■ TASK INSTRUCTIONS
Each line of the data holding "roads" should be found and copied.

■ ENTRIES SHOWN
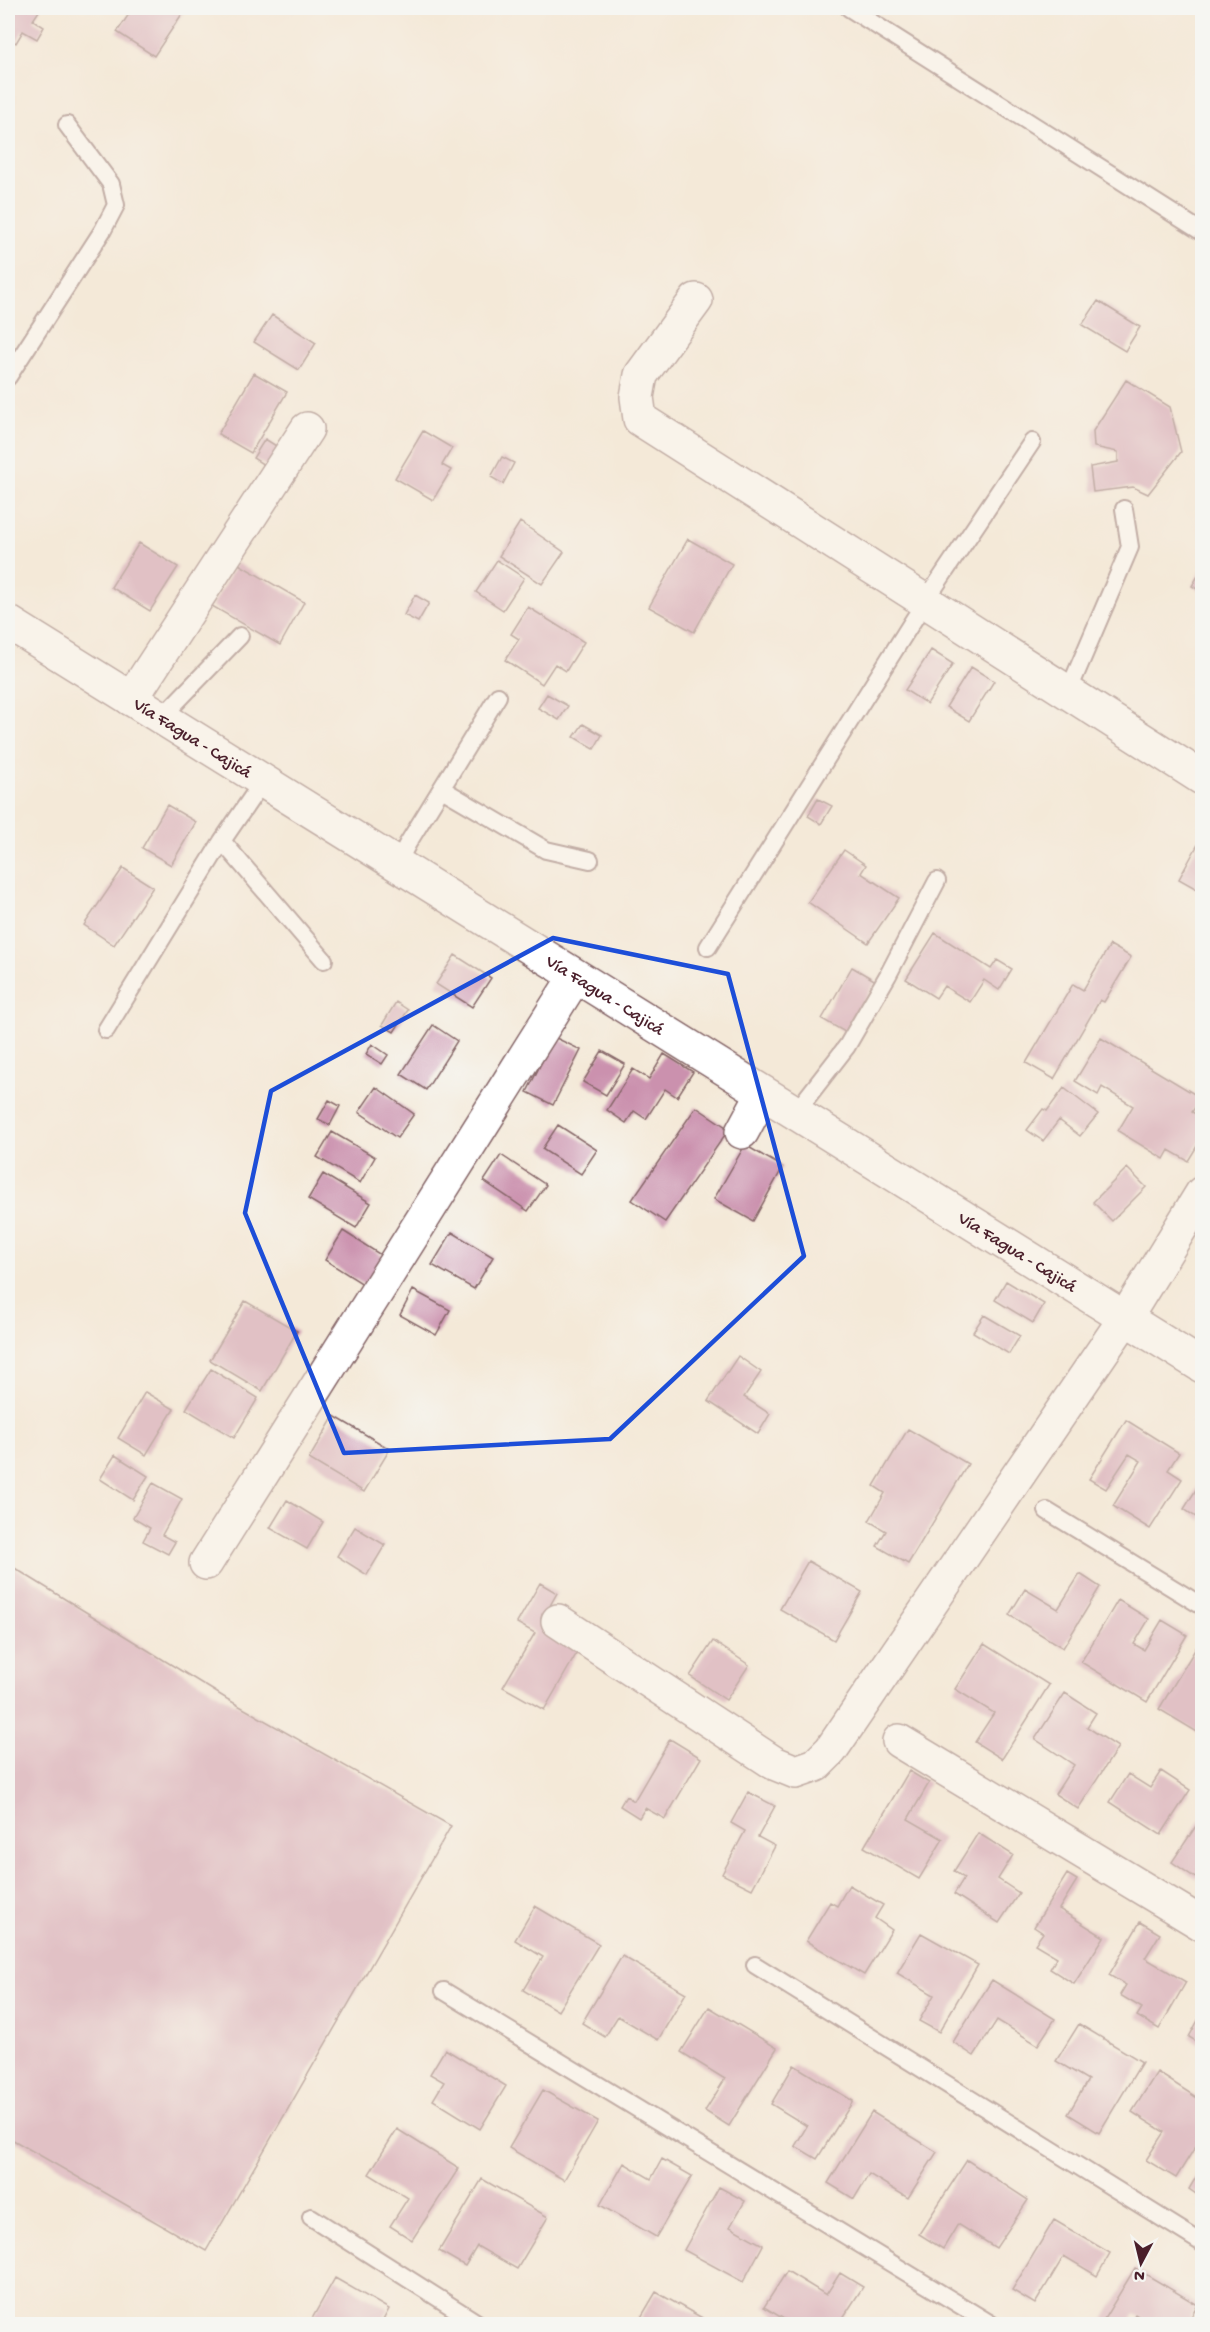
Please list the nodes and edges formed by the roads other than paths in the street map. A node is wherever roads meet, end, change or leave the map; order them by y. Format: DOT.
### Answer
graph roads {
  1 [pos="849,8"];
  2 [pos="67,124"];
  3 [pos="1203,232"];
  4 [pos="696,300"];
  5 [pos="8,377"];
  6 [pos="307,429"];
  7 [pos="1032,442"];
  8 [pos="1124,509"];
  9 [pos="926,600"];
  10 [pos="8,622"];
  11 [pos="240,636"];
  12 [pos="1068,692"];
  13 [pos="498,696"];
  14 [pos="131,699"];
  15 [pos="161,718"];
  16 [pos="1203,778"];
  17 [pos="263,781"];
  18 [pos="442,789"];
  19 [pos="222,841"];
  20 [pos="590,860"];
  21 [pos="396,866"];
  22 [pos="937,881"];
  23 [pos="708,947"];
  24 [pos="324,960"];
  25 [pos="575,977"];
  26 [pos="106,1030"];
  27 [pos="763,1093"];
  28 [pos="795,1113"];
  29 [pos="742,1132"];
  30 [pos="1203,1193"];
  31 [pos="1126,1317"];
  32 [pos="1203,1366"];
  33 [pos="1047,1511"];
  34 [pos="206,1563"];
  35 [pos="1203,1606"];
  36 [pos="558,1621"];
  37 [pos="899,1741"];
  38 [pos="1203,1924"];
  39 [pos="755,1965"];
  40 [pos="444,1991"];
  41 [pos="311,2217"];
  42 [pos="1203,2242"];
  43 [pos="479,2325"];
  44 [pos="991,2325"];
  1 -- 3 [label="lane"];
  2 -- 5 [label="lane"];
  4 -- 9 [label="street"];
  6 -- 14 [label="street"];
  7 -- 9 [label="lane"];
  8 -- 12 [label="lane"];
  9 -- 12 [label="street"];
  9 -- 23 [label="lane"];
  10 -- 14 [label="street, Vía Fagua - Cajicá"];
  11 -- 15 [label="lane"];
  12 -- 16 [label="street"];
  13 -- 18 [label="lane"];
  14 -- 15 [label="street, Vía Fagua - Cajicá"];
  15 -- 17 [label="street, Vía Fagua - Cajicá"];
  17 -- 19 [label="lane"];
  17 -- 21 [label="street, Vía Fagua - Cajicá"];
  18 -- 20 [label="lane"];
  18 -- 21 [label="lane"];
  19 -- 24 [label="lane"];
  19 -- 26 [label="lane"];
  21 -- 25 [label="street, Vía Fagua - Cajicá"];
  22 -- 28 [label="lane"];
  25 -- 27 [label="street, Vía Fagua - Cajicá"];
  25 -- 34 [label="street"];
  27 -- 28 [label="street, Vía Fagua - Cajicá"];
  27 -- 29 [label="street"];
  28 -- 31 [label="street, Vía Fagua - Cajicá"];
  30 -- 31 [label="street"];
  31 -- 32 [label="street, Vía Fagua - Cajicá"];
  31 -- 36 [label="street"];
  33 -- 35 [label="lane"];
  37 -- 38 [label="street"];
  39 -- 42 [label="lane"];
  40 -- 44 [label="lane"];
  41 -- 43 [label="lane"];
}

■ YOUR RESPONSE
Please list the nodes and edges formed by the roads other than paths in the street map. A node is wherever roads meet, end, change or leave the map; order them by y. Format: DOT.
graph roads {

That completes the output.